The audience at the Monday reunion screening included close family members, lawyers, a few key witnesses, heads of WM3.org -- the nonprofit group dedicated to their release -- and the filmmakers and producers who have spent almost two decades entrenched in the case. At a Q&A following the film, many celebrated the series' directors for their dedication.

"If they wouldn’t have been there in the beginning," Echols said, "Then there's every chance the case would have just sank into obscurity, and people would have forgotten about it."

Echols, who gained unwanted attention during the initial trial in 1993 for his jet black hair and "goth" style of clothing, was dressed onstage in black shirt, black pants, and round sunglasses. Though his hair was shorter and he'd aged 18 years, his appearance hadn't changed all that much.

Baldwin, who always seemed the shy and achingly sincere foil to Echols' dark, brooding rock star in the films, wore a tucked in plaid shirt and fitted jeans, and kept repeating how excited he was to be living his new life.

He lives in Seattle now, and said he'd just seen his first rock concert. At one point he pulled out his wallet and took out his new driver's permit.

"I haven't actually driven yet," Baldwin said, laughing. "Some friends of mine have assured me I'll be enrolling in a driving school next week, but I don't know if any one's brave enough to let me drive their car."

Echols' wife, Lorri Davis, an architect and outspoken supporter whom Echols married while he was still in prison, had moved to Little Rock to be closer to him. The two have since relocated to New York.
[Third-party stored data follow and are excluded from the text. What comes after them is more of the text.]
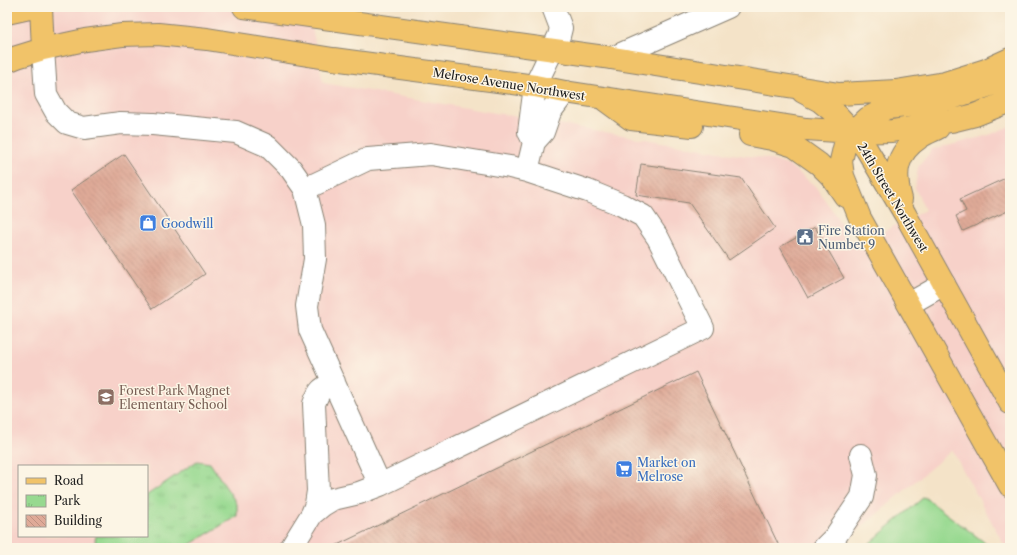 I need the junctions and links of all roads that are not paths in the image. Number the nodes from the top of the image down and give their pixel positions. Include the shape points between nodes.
1 (34, 7) edge
2 (41, 7) edge
3 (244, 7) edge
4 (553, 7) edge
5 (728, 7) edge
6 (291, 10) edge
7 (7, 13) edge
8 (43, 50) junction
9 (552, 50) junction
10 (612, 58) junction
11 (1010, 59) edge
12 (7, 61) edge
13 (1010, 77) edge
14 (535, 86) junction
15 (784, 86) junction
16 (565, 92) junction
17 (600, 97) junction
18 (1010, 101) edge
19 (951, 121) junction
20 (853, 132) junction
21 (534, 142) junction
22 (527, 171) junction
23 (305, 189) junction
24 (905, 214) junction
25 (860, 218) junction
26 (944, 284) junction
27 (909, 304) junction
28 (334, 382) junction
29 (1010, 403) edge
30 (861, 454) dead end
31 (380, 485) junction
32 (1010, 486) edge
33 (312, 514) junction
34 (291, 548) edge
35 (824, 548) edge

1 - 7 main road
2 - 8 main road
3 - 6 main road
4 - 9 street via 561,28 560,36
5 - 10 street
6 - 9 main road
8 - 12 main road, Melrose Avenue Northwest
8 - 14 main road, Melrose Avenue Northwest via 85,40 158,34
8 - 23 street via 46,94 56,112 67,123 84,128 121,123 236,132 268,146 291,169
9 - 10 main road
9 - 14 street
10 - 15 main road
11 - 15 main road via 986,70 944,83 896,91 839,94
13 - 20 main road via 952,98 927,104 887,108 868,118
14 - 16 main road, Melrose Avenue Northwest
14 - 21 street via 529,132
15 - 20 main road via 805,93 820,102
16 - 17 main road, Melrose Avenue Northwest
16 - 21 street via 550,112 543,132
17 - 20 main road, Melrose Avenue Northwest via 806,129
17 - 25 main road via 631,119 716,129 772,139 794,146 832,177
18 - 19 main road, Melrose Avenue Northwest via 975,115
19 - 20 main road, Melrose Avenue Northwest via 892,131
19 - 24 main road via 909,146 898,164 898,187
20 - 24 main road, 24th Street Northwest via 864,145
20 - 25 main road, 24th Street Northwest via 845,144 841,161 843,176
21 - 22 street
22 - 23 street via 431,154 368,159
22 - 31 street via 588,191 643,216 658,238 703,328
23 - 28 street via 314,225 316,259 307,306 310,330
24 - 26 main road, 24th Street Northwest
25 - 27 main road, 24th Street Northwest
26 - 27 street
26 - 29 main road, 24th Street Northwest
27 - 32 main road, 24th Street Northwest
28 - 31 street
28 - 33 street via 317,394 314,404 318,491
30 - 35 street via 866,475 862,497 834,538
31 - 33 street via 333,499
33 - 34 street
Echols said he was trying to savor his "firsts" as much as possible, and joked that the first movie he saw as a free man was the "horrendous" Fright Night remake. His first meal was a Black Angus hamburger, and he'd just gotten back from his first trip to Disneyland. After being in solitary confinement for 10 years, he said, he had to get used to "being around people" again.

Misskelley was the only non-participant. A few minutes into the Q&A, he began whispering to someone in the front row, and then abruptly stood up and excused himself. Sinofsky kissed his forehead as he left the stage.

The newest film brought up new allegations against Terry Hobbs, the stepfather of one of the murdered boys, but both Echols and Baldwin were hesitant to accuse anyone without proper evidence.

"I find it real difficult to point the finger of suspicion at anyone after what we've been through," Baldwin said.

Echols agreed. After spending 18 years of his life on death row, he said he tries not to think about Terry Hobbs at all.

"That's the sort of thing that could drive you insane."

Berlinger explained that he and Sinofsky originally intended to go to West Memphis and make a film about "guilty teenagers," when in fact it turned out to be the opposite case. The films instead became a commentary on the nature of human fallibility. How can there be a death penalty in America, Berlinger asked, when we are never a hundred percent sure that we've made the right decisions?

"Execution is final," Baldwin added. "There's no redo button. Murder is murder no matter who does it, even if you do it under the guise of the state. Even the guys who were guilty of crimes they committed -- they're still people."

Echols and Baldwin both hope that the state will officially exonerate them one day soon and they can finally clear their names. As for a fourth film in the "Paradise Lost" series, Sheila Nevins, the head of HBO Documentary Films and an early champion of the films, said that if there is a story left to be told, the filmmakers will be allowed to tell it.

Nevins finally asked Baldwin and Echols, after all they'd been through, if they believed people were ultimately "good."

"Yes, people are good," Baldwin said. "Look at everybody here today. We can't let the actions of a few bad people tarnish what we see around us."

Echols, however, wasn't quite sure.

"I think that's far too big a conclusion for me to come to," he said. "Ask me in 50 years."